### Source material
──────────

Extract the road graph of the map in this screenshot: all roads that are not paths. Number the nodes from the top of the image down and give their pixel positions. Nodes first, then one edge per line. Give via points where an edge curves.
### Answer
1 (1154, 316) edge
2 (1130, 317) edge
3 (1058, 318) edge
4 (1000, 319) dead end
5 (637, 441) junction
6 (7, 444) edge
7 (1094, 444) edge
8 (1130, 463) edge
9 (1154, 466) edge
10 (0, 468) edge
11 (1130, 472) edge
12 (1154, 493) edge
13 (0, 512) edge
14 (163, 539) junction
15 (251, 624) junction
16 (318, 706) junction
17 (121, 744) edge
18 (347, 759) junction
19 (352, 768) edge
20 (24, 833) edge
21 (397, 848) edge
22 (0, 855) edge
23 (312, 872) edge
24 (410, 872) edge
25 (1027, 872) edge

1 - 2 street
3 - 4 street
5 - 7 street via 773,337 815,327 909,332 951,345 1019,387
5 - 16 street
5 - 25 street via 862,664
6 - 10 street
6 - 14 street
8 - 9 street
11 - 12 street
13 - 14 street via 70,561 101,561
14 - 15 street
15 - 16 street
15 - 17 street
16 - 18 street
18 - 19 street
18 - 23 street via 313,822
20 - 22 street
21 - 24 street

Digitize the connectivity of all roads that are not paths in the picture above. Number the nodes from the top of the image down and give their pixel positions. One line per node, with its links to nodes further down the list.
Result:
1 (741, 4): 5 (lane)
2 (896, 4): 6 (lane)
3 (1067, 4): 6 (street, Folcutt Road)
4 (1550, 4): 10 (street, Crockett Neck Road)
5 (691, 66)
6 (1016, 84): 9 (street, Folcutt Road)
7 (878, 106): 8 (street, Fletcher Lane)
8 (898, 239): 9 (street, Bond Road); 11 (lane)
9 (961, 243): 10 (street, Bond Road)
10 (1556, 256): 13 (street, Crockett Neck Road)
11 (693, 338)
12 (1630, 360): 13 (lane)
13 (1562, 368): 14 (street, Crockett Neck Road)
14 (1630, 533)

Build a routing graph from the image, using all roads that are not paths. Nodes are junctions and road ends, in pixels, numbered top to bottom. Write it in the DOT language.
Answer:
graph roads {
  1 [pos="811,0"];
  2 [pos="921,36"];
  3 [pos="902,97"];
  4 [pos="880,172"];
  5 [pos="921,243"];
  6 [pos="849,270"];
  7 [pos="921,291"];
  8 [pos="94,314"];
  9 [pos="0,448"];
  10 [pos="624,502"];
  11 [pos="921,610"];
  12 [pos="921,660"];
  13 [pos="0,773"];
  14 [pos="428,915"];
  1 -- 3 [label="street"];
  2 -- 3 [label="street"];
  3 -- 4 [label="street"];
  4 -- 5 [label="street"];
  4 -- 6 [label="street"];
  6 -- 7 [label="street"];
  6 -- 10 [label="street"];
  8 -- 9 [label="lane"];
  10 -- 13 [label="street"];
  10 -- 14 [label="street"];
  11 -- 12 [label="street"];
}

──────────

### Instructions for the task
A word-for-word transcription of all the data is needed.

### Response to the exercise
Extract the road graph of the map in this screenshot: all roads that are not paths. Number the nodes from the top of the image down and give their pixel positions. Nodes first, then one edge per line. Give via points where an edge curves.
### Answer
1 (1154, 316) edge
2 (1130, 317) edge
3 (1058, 318) edge
4 (1000, 319) dead end
5 (637, 441) junction
6 (7, 444) edge
7 (1094, 444) edge
8 (1130, 463) edge
9 (1154, 466) edge
10 (0, 468) edge
11 (1130, 472) edge
12 (1154, 493) edge
13 (0, 512) edge
14 (163, 539) junction
15 (251, 624) junction
16 (318, 706) junction
17 (121, 744) edge
18 (347, 759) junction
19 (352, 768) edge
20 (24, 833) edge
21 (397, 848) edge
22 (0, 855) edge
23 (312, 872) edge
24 (410, 872) edge
25 (1027, 872) edge

1 - 2 street
3 - 4 street
5 - 7 street via 773,337 815,327 909,332 951,345 1019,387
5 - 16 street
5 - 25 street via 862,664
6 - 10 street
6 - 14 street
8 - 9 street
11 - 12 street
13 - 14 street via 70,561 101,561
14 - 15 street
15 - 16 street
15 - 17 street
16 - 18 street
18 - 19 street
18 - 23 street via 313,822
20 - 22 street
21 - 24 street

Digitize the connectivity of all roads that are not paths in the picture above. Number the nodes from the top of the image down and give their pixel positions. One line per node, with its links to nodes further down the list.
Result:
1 (741, 4): 5 (lane)
2 (896, 4): 6 (lane)
3 (1067, 4): 6 (street, Folcutt Road)
4 (1550, 4): 10 (street, Crockett Neck Road)
5 (691, 66)
6 (1016, 84): 9 (street, Folcutt Road)
7 (878, 106): 8 (street, Fletcher Lane)
8 (898, 239): 9 (street, Bond Road); 11 (lane)
9 (961, 243): 10 (street, Bond Road)
10 (1556, 256): 13 (street, Crockett Neck Road)
11 (693, 338)
12 (1630, 360): 13 (lane)
13 (1562, 368): 14 (street, Crockett Neck Road)
14 (1630, 533)

Build a routing graph from the image, using all roads that are not paths. Nodes are junctions and road ends, in pixels, numbered top to bottom. Write it in the DOT language.
Answer:
graph roads {
  1 [pos="811,0"];
  2 [pos="921,36"];
  3 [pos="902,97"];
  4 [pos="880,172"];
  5 [pos="921,243"];
  6 [pos="849,270"];
  7 [pos="921,291"];
  8 [pos="94,314"];
  9 [pos="0,448"];
  10 [pos="624,502"];
  11 [pos="921,610"];
  12 [pos="921,660"];
  13 [pos="0,773"];
  14 [pos="428,915"];
  1 -- 3 [label="street"];
  2 -- 3 [label="street"];
  3 -- 4 [label="street"];
  4 -- 5 [label="street"];
  4 -- 6 [label="street"];
  6 -- 7 [label="street"];
  6 -- 10 [label="street"];
  8 -- 9 [label="lane"];
  10 -- 13 [label="street"];
  10 -- 14 [label="street"];
  11 -- 12 [label="street"];
}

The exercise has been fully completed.